Dès 1928, un médecin allemand, le Dr Schönherr, a émis l'hypothèse que les cancers du poumon chez les femmes non fumeuses pouvaient être en rapport avec le tabagisme de leur mari. Néanmoins, depuis cette date et en dépit de recherches multiples menées sur le sujet, le lien entre le tabagisme passif et la majoration des risques cancéreux et des maladies cardio-vasculaires reste encore sujet à caution. En raison du faible impact de ce facteur de risque, pour que les études soient épidémiologiquement significatives, il est nécessaire d'inclure un très grand nombre de participants. Or de tels essais sont rares et, pour évaluer l'influence du tabagisme passif, les épidémiologistes ont eu recours à des métaanalyses menées sur un nombre plus restreint de patients. Ce sont ces métaanalyses qui ont permis de conclure à une majoration du risque de 30 % des maladies coronariennes et de 20 % des bronchites chroniques et des cancers du poumon. « Mais il est essentiel de garder à l'esprit que, dans ces métaanalyses, une étude publiée en 1995 et menée sur une large population est exclue de façon systématique : il s'agit de celle établie à partir des données de l'American Cancer Society et financée par l'industrie américaine du tabac », précise le Dr Georges Smith (Bristol, Grande-Bretagne). Dans ce travail mené sur plus de 100 000 participants américains suivis de 1959 à 1972, le risque de maladies cardio-vasculaires et pulmonaires n'était pas plus élevé chez les conjoints de fumeurs que chez les non-fumeurs. Néanmoins - et en se fondant sur l'absence de possibilités de comparaison avec les autres études en raison d'une méthodologie particulière - cette étude a été systématiquement exclue des métaanalyses. Pour le Dr Smith, « la prise en compte de ces résultats aurait modifié de façon considérable les conclusions des travaux de compilation ».
Nouveau questionnaire
Dans un travail publié par le « BMJ », les Drs James Enstrom et Geoffrey Kabat (Los Angeles) donnent une nouvelle lecture des résultats de l'étude publiée en 1995 en complétant les données finales de 1972 par l'analyse d'un questionnaire de deux pages qu'ils ont fait parvenir aux participants en 1999. La notion de tabagisme passif a été appréciée par le statut de fumeur du conjoint en 1972. Au total, 35 561 participants exposés au tabac de leur conjoint - sur les 118 094 personnes initialement incluses - ont pu être suivis jusqu'en 1999. Il s'agissait, dans 85 % des cas, de femmes non fumeuses de fumeurs. Pour les auteurs, « le risque relatif d'accident cardio-vasculaire pour les personnes exposées au tabagisme passif est de 0,94 et celui des cancers du poumon est de 0,75. En matière de broncho-pneumopathie obstructive il est de 1,27 chez les 9 619 hommes suivis et de 1,01 pour les 25 942 femmes interrogées ». Ces chiffres sont en tout point similaires à ceux déjà retrouvés lors de la première étude de 1995.

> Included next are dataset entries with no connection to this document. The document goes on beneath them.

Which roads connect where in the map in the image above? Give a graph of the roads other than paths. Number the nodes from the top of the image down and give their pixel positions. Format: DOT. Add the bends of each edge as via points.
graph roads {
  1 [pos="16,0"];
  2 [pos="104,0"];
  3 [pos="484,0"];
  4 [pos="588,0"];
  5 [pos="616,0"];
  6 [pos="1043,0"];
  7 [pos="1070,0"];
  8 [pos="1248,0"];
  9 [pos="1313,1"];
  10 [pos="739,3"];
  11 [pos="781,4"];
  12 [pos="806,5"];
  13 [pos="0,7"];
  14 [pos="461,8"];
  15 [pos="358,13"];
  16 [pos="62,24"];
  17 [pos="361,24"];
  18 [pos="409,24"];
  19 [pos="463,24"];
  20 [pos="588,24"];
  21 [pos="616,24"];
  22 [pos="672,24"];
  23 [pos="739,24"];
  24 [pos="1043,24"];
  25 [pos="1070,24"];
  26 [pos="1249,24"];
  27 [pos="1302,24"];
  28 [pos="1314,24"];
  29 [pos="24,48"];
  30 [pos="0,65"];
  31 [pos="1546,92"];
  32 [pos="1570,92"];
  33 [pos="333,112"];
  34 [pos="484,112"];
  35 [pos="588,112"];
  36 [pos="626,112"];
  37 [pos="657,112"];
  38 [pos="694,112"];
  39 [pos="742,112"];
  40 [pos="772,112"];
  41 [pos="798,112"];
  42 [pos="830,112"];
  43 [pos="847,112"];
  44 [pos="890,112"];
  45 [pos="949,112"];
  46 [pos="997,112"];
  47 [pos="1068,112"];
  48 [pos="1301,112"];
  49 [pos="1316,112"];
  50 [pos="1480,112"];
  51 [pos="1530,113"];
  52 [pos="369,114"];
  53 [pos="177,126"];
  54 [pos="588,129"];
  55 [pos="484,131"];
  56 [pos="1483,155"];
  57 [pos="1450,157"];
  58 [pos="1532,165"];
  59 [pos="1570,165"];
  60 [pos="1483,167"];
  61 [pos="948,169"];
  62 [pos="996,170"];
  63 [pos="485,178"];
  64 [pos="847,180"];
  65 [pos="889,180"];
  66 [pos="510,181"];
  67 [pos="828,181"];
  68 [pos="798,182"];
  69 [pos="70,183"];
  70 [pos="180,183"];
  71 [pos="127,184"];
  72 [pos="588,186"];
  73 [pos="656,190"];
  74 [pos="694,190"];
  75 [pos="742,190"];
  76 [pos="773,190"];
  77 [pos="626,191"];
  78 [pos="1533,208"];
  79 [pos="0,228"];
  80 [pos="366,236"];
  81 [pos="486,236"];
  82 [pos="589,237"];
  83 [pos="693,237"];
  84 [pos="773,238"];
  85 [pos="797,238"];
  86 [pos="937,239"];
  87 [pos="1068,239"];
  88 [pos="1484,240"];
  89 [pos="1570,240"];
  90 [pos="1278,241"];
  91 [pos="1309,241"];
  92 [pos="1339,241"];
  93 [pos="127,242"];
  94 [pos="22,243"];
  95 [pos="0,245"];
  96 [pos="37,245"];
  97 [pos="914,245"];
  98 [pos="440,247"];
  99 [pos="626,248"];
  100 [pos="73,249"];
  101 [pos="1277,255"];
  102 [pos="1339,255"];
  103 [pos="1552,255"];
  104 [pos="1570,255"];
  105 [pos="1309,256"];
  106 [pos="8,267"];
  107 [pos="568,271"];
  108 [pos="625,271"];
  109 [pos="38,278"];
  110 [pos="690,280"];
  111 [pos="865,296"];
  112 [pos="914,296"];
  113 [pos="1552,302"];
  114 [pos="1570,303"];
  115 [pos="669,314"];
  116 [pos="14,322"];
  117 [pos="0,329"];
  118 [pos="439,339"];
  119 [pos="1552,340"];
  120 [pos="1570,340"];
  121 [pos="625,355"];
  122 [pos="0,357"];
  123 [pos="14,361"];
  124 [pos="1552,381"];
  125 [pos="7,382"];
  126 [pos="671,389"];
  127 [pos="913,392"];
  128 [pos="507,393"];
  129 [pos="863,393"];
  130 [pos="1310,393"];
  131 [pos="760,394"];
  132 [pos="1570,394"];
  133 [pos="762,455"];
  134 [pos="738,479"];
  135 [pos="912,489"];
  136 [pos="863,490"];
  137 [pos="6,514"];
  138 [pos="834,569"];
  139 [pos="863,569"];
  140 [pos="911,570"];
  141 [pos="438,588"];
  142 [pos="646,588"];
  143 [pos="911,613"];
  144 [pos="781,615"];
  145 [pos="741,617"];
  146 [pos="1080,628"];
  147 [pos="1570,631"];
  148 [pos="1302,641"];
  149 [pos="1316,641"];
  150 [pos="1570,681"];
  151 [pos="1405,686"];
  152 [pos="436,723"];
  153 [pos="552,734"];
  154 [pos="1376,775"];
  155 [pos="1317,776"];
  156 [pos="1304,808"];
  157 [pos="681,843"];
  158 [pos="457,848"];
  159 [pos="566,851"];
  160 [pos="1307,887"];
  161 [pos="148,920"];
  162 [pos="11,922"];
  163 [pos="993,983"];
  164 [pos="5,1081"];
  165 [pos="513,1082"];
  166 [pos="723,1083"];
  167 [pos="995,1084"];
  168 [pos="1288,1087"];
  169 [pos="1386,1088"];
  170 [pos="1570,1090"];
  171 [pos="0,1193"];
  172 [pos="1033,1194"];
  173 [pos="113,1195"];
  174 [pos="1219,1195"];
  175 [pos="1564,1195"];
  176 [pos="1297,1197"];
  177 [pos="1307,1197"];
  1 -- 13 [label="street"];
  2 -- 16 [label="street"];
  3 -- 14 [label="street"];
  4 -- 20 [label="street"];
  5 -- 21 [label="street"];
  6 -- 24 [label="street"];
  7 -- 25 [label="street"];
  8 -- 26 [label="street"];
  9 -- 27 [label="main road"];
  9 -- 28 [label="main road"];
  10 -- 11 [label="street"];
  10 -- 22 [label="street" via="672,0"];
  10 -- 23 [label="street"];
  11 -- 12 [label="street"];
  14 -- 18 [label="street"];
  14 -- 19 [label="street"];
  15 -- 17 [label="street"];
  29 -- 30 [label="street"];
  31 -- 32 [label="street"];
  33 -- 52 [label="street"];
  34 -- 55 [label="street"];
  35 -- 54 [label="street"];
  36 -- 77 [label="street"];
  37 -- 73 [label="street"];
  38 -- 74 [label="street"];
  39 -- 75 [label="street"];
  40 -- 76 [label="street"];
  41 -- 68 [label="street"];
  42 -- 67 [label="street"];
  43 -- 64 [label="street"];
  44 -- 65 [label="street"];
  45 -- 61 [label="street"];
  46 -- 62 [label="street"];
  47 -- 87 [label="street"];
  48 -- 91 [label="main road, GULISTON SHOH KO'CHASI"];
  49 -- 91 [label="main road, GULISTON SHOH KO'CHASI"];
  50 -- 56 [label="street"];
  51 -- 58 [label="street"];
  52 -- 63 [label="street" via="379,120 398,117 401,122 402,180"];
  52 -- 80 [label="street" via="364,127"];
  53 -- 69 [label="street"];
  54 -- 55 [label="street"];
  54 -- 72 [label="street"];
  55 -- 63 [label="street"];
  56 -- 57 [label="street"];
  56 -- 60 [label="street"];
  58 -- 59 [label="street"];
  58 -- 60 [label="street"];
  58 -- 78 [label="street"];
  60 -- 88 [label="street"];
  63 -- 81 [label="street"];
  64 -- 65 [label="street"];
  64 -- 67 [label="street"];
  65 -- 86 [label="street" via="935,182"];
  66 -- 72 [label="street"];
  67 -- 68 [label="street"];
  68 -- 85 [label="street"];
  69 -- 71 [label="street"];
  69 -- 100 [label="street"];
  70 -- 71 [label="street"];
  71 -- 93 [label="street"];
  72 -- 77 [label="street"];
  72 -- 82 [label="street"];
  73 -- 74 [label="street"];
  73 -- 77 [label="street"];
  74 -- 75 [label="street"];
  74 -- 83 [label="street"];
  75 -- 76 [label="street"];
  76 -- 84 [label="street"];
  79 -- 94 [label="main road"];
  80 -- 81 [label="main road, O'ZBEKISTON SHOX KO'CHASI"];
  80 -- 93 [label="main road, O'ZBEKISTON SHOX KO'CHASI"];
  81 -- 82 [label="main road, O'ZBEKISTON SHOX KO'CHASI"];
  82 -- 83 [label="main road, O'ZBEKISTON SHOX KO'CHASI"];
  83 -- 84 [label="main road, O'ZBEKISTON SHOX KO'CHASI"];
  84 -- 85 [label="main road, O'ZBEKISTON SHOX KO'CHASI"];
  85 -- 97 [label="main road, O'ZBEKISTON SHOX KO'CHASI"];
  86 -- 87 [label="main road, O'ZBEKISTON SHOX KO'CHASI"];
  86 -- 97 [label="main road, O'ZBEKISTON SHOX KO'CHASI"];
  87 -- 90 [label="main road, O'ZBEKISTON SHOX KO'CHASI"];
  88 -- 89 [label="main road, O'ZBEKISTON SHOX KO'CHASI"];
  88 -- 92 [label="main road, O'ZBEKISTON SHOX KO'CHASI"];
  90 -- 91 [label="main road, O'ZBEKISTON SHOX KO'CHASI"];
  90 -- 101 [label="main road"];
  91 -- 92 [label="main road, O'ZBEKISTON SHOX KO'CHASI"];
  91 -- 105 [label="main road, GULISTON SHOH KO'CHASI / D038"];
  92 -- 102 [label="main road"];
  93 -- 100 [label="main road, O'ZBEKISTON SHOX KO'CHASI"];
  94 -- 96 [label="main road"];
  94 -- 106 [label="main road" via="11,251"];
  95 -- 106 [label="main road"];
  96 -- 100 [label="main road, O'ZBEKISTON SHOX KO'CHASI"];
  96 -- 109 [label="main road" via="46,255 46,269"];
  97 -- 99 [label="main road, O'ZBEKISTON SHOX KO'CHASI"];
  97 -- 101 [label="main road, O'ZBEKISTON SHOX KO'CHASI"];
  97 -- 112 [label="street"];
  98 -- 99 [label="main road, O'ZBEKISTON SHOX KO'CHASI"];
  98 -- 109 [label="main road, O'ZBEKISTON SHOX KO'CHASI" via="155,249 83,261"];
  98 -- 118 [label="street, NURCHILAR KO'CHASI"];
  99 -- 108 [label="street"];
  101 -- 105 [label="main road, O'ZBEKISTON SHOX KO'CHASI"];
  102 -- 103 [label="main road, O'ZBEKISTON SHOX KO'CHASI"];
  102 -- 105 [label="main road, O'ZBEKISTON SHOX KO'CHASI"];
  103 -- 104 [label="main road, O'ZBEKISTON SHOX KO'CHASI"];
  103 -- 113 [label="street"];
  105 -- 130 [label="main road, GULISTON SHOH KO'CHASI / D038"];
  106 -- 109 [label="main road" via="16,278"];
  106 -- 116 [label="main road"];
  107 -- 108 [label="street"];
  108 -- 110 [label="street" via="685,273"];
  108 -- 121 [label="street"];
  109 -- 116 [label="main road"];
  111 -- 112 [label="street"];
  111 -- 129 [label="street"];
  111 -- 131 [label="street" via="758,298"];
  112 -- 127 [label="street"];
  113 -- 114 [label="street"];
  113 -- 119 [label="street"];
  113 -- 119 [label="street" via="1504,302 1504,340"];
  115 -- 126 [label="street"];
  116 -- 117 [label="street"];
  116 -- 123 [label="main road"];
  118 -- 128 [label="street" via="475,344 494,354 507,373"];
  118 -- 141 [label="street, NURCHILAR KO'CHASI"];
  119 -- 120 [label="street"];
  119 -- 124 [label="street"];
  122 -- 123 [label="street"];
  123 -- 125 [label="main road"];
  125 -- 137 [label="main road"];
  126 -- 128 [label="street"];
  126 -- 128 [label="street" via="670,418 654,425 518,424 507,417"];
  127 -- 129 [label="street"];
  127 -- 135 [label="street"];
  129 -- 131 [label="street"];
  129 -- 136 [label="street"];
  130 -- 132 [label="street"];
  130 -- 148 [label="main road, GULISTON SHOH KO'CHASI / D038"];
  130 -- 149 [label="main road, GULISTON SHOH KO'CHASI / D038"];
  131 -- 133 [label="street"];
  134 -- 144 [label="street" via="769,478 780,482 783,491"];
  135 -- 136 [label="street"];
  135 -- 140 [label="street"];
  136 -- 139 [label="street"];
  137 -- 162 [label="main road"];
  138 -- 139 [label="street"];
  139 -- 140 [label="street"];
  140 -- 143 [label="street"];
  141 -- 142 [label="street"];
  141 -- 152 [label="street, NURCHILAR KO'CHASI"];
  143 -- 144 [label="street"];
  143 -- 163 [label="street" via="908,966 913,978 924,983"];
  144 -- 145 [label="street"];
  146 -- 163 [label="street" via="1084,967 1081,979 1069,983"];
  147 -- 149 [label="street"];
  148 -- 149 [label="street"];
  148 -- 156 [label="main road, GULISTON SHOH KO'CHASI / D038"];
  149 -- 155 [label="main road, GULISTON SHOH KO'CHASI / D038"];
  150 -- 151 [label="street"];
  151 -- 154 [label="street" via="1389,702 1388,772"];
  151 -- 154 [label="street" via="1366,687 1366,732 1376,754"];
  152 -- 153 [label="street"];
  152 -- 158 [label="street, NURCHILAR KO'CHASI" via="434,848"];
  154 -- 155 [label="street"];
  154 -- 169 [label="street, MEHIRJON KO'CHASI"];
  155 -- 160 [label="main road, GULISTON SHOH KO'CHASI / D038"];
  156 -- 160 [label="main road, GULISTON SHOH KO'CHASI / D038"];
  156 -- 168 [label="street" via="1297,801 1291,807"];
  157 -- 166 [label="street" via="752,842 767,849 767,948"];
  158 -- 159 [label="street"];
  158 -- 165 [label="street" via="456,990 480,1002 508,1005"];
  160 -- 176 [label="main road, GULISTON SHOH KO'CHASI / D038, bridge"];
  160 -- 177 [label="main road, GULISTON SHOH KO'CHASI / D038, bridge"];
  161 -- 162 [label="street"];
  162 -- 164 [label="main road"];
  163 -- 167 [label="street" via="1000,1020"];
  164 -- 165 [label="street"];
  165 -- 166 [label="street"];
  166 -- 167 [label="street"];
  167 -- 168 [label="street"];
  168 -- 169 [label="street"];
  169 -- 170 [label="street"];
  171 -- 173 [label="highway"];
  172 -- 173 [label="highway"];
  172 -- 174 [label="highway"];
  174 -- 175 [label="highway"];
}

Pour l'éditorialiste, « cette étude va contribuer à alimenter la controverse, mais elle ne permet en aucune façon une conclusion définitive quant à l'effet du tabagisme passif ». Certaines questions restent en effet en suspens. La non-prise en compte du statut tabagique du conjoint après 1972, par exemple, peut avoir introduit un biais dans l'analyse des données. En outre, on ne dispose pas d'éléments permettant de savoir si le conjoint fumait effectivement en présence du non-fumeur et si au cours d'autres activités - le travail, par exemple -, il existait une autre exposition potentielle à un tabagisme passif.
« BMJ », vol. 326, pp. 1048-1049 et 1057-1061, 17 mai 2003.